Cronaca

Maestra arrestata a Pisa, genitori preoccupati: "Come ci comportiamo con i bambini?"

E' una delle domande alle quali hanno cercato di dare risposta la dott.ssa Padoan e la dott. Smorto durante l'incontro di giovedì pomeriggio. Intanto sul fronte delle indagini sono almeno 19 gli episodi violenti registrati in poco meno di due mesi

Un lungo incontro ieri pomeriggio con i genitori dell'asilo nido di Pisa in cui lavorava la maestra arrestata dai Carabinieri per i maltrattamenti compiuti sui bambini. Un'assemblea organizzata dal Comune per dimostrare la propria vicinanza e dare un supporto psicologico ai padri e alle madri dei piccoli che frequentano l'asilo dell'orrore. Oltre all'assessore Marilù Chiofalo, erano presenti anche la dott.ssa Ivana Padoan, che si occupa della supervisione dei nidi comunali, e la dott.ssa Gabriella Smorto, direttore della U.O. di Psicologia dell'Asl di Pisa. "Abbiamo condiviso con i genitori le informazioni che erano in nostro possesso, cercando di tenere insieme questo pezzetto di comunità che ora è in sofferenza, così come lo è anche il resto dei servizi educativi comunali" spiega l'assessore Chiofalo che ieri mattina in una conferenza stampa aveva ripercorso le tappe di ciò che era avvenuto (il Comune era stato informato dell'indagine lo scorso 19 gennaio).

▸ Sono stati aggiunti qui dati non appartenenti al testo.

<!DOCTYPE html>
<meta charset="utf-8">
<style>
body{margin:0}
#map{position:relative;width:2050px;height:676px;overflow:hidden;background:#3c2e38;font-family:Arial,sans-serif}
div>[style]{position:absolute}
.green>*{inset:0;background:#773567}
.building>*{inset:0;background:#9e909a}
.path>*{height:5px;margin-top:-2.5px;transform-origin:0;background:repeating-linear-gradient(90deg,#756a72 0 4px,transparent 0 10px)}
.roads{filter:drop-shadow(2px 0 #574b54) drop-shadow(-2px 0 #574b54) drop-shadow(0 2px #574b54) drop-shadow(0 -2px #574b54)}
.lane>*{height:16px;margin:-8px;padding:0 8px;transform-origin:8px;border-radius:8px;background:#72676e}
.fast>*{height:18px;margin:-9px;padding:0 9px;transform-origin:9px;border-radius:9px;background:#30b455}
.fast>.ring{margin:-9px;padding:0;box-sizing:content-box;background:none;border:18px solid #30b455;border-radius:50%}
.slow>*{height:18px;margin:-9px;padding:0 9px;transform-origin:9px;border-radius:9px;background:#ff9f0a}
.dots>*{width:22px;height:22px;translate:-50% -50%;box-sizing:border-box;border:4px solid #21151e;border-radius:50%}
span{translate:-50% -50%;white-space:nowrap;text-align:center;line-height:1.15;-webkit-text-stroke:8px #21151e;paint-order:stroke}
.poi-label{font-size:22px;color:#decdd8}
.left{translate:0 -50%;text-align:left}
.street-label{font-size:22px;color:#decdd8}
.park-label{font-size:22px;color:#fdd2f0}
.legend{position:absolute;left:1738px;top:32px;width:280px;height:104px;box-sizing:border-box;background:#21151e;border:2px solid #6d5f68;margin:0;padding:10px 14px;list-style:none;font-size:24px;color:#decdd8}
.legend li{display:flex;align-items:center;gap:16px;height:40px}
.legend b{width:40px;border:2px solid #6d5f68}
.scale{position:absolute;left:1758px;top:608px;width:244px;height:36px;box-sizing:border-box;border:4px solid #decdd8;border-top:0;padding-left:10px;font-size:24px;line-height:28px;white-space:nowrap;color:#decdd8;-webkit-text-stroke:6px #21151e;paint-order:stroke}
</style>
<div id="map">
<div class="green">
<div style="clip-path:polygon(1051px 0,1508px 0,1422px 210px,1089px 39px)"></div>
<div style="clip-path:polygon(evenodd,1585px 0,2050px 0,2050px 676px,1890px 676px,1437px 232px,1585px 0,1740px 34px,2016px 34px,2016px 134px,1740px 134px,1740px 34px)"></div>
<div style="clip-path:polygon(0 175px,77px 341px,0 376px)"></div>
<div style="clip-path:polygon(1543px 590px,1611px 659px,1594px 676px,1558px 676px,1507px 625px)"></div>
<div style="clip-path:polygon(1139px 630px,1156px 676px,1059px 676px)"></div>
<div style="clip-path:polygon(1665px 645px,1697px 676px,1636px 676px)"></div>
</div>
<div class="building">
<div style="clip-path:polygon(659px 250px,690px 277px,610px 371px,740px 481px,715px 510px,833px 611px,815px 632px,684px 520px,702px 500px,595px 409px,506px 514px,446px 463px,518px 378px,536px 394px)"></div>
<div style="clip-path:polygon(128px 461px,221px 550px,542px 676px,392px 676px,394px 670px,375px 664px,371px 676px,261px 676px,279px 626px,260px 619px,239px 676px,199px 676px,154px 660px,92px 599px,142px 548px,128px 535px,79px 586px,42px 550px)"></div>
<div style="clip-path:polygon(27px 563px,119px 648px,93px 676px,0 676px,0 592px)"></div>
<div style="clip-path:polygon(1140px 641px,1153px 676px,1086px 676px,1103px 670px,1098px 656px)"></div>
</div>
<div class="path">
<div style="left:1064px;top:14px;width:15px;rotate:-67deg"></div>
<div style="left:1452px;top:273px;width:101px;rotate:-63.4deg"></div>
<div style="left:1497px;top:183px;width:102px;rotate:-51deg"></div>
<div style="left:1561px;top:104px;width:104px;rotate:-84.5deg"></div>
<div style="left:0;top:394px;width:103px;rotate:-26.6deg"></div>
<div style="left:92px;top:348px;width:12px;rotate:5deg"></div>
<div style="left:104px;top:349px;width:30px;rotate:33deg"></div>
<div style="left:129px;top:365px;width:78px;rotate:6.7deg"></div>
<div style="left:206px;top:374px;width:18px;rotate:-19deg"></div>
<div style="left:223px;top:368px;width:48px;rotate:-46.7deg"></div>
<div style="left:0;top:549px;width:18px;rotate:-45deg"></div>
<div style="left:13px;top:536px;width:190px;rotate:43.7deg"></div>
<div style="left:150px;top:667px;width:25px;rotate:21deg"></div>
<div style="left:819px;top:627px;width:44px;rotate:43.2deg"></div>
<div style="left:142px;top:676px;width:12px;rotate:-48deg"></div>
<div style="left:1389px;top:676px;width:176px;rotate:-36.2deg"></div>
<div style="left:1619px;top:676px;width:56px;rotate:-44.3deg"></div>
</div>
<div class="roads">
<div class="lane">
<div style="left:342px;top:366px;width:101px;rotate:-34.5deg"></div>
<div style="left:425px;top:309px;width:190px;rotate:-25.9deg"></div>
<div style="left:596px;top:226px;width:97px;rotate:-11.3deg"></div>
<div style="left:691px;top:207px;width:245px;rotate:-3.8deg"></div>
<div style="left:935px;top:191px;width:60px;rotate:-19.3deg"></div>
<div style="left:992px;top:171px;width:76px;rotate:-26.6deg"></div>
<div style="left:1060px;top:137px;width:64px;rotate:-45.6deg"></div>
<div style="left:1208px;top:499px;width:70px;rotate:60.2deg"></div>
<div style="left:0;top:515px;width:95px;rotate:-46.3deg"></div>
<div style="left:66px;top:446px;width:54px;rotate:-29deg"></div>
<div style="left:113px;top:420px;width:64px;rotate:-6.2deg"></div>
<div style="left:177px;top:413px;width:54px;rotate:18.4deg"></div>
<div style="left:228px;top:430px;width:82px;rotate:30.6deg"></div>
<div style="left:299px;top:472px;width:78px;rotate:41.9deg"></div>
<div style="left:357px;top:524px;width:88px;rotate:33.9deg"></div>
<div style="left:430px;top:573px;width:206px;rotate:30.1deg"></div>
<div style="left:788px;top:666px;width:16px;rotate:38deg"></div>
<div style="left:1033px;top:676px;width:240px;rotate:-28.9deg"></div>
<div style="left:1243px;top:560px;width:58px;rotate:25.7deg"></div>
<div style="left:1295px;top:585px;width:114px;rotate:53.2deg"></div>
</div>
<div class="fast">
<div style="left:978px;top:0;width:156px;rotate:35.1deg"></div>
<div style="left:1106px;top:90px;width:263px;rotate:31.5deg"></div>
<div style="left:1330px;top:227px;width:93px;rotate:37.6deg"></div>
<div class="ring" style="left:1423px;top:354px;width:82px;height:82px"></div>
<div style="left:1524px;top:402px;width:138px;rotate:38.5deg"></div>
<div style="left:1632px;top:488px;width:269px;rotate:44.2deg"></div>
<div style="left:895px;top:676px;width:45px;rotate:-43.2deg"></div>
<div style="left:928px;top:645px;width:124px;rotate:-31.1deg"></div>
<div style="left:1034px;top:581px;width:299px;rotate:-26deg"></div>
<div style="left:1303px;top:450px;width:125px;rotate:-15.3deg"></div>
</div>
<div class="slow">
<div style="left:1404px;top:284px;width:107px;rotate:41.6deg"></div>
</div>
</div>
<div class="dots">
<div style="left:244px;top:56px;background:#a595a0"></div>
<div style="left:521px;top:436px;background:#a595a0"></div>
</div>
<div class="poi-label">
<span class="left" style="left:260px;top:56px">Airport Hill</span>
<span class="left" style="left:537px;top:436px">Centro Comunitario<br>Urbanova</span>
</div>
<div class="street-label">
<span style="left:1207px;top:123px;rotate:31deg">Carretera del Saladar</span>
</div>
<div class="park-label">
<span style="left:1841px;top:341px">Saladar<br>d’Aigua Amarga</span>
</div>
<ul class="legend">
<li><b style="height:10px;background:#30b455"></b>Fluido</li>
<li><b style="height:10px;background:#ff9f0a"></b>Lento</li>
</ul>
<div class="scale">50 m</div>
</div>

Oggi (venerdì 5 febbraio) la scuola rimarrà chiusa, non però per la terribile vicenda. La sorte ha voluto che ci fosse lo sciopero della ditta Elior che si occupa della mensa. I genitori avranno così tre giorni di pausa, tre giorni di riflessione per cercare di mettere da parte (ma sarà quasi impossibile) una brutta, bruttissima, vicenda. Da lunedì invece si riparte. "Abbiamo definito come sarà organizzato il nido dalla prossima settimana, concordando con i genitori la situazione che era per loro più agevole - spiega ancora l'assessore - da lunedì, come avevamo già pianificato quando abbiamo saputo dell'indagine, entreranno le supplenti". La sezione in cui lavorava l'insegnante arrestata, quella dei bambini da 2 a 3 anni, è infatti momentaneamente rimasta senza maestre, visto che le altre due colleghe della 58enne sono state sospese dal servizio per accertarne eventuali responsabilità, dato che, come ben si vede dal filmato diffuso dai Carabinieri, durante i maltrattamenti erano lì a due passi ma non intervenivano.

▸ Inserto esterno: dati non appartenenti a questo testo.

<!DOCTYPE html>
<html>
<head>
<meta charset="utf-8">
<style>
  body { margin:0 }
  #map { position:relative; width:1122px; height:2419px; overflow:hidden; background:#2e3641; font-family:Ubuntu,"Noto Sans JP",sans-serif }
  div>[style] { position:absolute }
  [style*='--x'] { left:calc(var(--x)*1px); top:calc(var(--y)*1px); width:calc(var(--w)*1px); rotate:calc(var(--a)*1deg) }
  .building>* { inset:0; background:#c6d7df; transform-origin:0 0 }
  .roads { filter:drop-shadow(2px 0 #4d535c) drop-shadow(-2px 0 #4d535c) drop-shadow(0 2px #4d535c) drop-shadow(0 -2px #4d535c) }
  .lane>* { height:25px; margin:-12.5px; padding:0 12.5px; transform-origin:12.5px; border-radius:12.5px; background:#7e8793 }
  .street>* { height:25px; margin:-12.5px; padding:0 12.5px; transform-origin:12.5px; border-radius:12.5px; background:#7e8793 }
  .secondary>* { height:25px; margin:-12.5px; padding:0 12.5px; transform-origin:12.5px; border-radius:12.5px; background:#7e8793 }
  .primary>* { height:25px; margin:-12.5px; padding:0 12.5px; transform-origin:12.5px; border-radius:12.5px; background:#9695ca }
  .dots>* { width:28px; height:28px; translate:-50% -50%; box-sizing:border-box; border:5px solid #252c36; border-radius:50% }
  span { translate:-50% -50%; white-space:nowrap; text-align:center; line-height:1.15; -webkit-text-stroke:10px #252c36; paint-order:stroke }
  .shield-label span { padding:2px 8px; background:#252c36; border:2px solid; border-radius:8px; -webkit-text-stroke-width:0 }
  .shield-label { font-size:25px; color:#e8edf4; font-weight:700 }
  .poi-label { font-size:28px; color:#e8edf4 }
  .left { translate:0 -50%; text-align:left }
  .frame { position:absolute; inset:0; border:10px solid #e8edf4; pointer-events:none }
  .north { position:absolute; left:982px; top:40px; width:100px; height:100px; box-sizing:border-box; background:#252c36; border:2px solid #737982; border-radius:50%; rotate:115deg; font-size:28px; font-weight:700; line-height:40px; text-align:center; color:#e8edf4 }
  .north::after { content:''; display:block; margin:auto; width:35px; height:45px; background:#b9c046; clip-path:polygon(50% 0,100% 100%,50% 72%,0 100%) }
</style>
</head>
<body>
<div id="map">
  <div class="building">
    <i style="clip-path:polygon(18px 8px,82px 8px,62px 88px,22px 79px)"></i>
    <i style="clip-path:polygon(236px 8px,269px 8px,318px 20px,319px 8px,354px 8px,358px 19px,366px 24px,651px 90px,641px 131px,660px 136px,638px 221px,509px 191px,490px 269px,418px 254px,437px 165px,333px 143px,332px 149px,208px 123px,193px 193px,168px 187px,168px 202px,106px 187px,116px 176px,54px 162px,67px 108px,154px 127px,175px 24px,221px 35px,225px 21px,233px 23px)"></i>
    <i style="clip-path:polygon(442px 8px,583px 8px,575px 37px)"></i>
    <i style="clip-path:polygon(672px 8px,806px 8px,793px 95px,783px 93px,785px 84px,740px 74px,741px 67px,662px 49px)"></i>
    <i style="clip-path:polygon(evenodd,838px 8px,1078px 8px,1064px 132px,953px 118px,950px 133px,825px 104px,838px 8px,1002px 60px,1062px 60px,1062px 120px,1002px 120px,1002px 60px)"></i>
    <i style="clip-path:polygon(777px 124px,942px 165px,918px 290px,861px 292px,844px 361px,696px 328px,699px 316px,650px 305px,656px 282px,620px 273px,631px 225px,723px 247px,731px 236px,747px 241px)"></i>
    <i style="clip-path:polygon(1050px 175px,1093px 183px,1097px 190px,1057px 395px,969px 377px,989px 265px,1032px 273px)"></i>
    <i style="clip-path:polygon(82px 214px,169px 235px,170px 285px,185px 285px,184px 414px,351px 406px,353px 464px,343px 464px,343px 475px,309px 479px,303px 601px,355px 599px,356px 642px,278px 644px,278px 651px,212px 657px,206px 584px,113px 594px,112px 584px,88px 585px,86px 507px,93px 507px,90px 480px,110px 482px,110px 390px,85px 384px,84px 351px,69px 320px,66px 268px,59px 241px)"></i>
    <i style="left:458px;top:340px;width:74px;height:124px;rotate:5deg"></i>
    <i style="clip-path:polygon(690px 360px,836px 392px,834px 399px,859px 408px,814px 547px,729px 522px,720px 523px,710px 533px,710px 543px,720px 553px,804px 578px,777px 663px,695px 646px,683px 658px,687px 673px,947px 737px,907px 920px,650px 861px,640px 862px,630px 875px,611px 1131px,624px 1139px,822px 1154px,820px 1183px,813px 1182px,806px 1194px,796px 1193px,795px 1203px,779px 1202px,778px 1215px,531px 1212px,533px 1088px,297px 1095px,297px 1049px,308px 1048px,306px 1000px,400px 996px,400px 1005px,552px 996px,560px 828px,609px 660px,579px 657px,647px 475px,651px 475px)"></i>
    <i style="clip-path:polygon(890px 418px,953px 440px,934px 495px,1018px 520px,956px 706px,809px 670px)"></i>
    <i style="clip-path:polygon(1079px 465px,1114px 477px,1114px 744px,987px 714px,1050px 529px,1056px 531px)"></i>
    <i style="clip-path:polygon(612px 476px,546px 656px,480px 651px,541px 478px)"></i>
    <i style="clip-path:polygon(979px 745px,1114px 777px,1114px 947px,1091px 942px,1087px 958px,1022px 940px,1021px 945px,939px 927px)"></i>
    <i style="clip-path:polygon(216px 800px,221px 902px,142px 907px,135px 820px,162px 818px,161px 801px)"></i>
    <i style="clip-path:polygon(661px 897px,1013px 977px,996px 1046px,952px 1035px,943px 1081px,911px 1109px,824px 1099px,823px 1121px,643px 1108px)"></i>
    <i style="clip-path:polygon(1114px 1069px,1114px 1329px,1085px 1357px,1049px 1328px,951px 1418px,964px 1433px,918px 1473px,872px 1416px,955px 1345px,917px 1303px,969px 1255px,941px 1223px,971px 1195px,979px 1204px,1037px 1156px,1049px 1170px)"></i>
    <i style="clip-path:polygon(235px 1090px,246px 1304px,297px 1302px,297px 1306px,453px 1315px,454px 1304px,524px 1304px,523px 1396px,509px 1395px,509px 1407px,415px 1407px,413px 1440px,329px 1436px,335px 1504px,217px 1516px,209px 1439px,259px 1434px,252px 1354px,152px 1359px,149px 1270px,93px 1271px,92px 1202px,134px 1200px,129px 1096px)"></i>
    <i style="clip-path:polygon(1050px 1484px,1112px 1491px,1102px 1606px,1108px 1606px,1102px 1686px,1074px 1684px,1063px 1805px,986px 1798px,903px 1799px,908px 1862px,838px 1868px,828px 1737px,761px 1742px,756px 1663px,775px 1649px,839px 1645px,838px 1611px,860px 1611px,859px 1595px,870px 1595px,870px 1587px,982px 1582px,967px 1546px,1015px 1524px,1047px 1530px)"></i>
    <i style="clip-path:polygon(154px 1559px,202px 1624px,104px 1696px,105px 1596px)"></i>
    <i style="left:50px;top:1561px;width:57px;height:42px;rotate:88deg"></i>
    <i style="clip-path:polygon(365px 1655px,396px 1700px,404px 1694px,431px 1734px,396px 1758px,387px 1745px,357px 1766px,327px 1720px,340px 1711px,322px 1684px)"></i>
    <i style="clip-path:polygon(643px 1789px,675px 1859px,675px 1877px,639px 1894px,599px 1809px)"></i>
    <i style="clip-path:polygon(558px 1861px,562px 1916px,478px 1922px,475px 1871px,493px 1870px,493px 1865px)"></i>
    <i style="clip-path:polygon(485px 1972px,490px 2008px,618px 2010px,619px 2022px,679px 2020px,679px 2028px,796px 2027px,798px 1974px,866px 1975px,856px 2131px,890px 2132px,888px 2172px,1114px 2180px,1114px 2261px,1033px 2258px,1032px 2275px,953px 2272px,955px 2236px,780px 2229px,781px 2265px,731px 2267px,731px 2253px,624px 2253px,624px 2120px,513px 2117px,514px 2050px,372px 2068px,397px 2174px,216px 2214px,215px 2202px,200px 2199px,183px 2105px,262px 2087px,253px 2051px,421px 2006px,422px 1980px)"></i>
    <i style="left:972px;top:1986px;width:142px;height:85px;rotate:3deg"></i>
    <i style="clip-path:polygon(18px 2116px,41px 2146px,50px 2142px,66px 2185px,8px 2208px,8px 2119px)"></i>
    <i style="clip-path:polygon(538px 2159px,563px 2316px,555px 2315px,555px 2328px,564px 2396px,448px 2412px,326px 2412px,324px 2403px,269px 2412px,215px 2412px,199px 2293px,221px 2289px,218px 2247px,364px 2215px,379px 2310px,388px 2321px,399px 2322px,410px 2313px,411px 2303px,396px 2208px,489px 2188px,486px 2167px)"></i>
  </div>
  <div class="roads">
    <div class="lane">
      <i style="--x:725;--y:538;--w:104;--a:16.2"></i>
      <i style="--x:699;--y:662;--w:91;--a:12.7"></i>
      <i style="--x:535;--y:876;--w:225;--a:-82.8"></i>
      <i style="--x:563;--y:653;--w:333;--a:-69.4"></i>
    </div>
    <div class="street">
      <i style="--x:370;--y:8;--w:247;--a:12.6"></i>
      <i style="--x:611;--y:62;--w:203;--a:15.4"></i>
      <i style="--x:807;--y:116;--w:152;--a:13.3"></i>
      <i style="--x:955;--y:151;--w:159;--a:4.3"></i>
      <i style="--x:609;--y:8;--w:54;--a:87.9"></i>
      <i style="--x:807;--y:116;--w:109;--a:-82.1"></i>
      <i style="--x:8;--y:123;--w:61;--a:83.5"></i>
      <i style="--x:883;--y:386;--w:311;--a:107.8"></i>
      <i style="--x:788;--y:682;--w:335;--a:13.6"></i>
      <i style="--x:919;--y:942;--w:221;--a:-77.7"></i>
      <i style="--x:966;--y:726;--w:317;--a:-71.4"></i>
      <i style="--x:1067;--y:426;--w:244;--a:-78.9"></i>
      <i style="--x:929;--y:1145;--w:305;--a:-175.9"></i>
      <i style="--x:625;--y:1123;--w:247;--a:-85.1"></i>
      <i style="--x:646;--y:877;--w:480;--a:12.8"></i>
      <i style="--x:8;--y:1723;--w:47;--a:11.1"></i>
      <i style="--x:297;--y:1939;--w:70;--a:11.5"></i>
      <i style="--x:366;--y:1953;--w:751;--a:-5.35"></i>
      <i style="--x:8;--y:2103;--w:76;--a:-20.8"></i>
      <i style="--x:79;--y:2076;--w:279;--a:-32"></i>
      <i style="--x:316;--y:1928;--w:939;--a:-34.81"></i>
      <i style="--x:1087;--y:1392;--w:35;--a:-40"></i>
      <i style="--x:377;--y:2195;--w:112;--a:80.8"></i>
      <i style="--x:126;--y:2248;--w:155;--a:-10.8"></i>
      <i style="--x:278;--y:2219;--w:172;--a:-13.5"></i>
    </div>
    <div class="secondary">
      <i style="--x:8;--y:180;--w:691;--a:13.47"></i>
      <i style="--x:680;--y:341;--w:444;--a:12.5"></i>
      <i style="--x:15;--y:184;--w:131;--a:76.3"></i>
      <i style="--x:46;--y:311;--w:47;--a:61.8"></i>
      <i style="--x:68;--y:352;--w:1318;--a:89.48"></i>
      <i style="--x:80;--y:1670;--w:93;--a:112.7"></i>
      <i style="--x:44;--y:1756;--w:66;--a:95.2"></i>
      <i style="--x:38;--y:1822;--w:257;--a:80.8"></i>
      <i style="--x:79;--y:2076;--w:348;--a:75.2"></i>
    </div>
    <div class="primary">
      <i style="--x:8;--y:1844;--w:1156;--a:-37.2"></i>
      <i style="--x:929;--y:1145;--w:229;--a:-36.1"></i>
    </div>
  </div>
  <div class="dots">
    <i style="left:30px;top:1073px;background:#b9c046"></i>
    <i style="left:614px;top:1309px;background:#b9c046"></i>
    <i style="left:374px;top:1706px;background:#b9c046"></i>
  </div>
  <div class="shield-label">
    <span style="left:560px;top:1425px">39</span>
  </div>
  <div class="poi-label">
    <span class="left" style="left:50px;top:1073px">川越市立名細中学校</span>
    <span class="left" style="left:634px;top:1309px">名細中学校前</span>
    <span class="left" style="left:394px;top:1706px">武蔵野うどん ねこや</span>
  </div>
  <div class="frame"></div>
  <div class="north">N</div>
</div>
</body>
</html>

"La dott.ssa Padoan e la dott.ssa Smorto hanno risposto durante la riunione alle domande dei genitori - racconta ancora la Chiofalo - in molti soprattutto si chiedevano come dovevano comportarsi con i loro figli, come raccontare, spiegare ciò che era avvenuto. L'atmosfera è stata molto densa da un punto di vista emotivo, ma siamo riusciti a tenere unita la comunità dei genitori".

Intanto dal lato delle indagini emergono nuovi particolari. I comportamenti violenti della maestra sarebbero iniziati nello scorso anno scolastico. Già a maggio del 2015 l'educatrice aveva afferrato una bambina di due anni e mezzo, sdraiandola a terra e mettendosi sopra di lei con il proprio corpo. In tutto, come riporta l'ordinanza di arresto, sono almeno 19 gli episodi di maltrattamenti contestati tra il 30 novembre 2015 e il 13 gennaio 2016. In uno dei casi la donna se l'è presa anche con un bambino disabile. Un paio di volte si era anche scusata dei suoi comportamenti con le colleghe, ammettendo addirittura "se ci fosse stata una telecamera mi avrebbero arrestata". Ora quella telecamera è arrivata. E l'insegnante è finita in manette. Sarà interrogata nei prossimi giorni.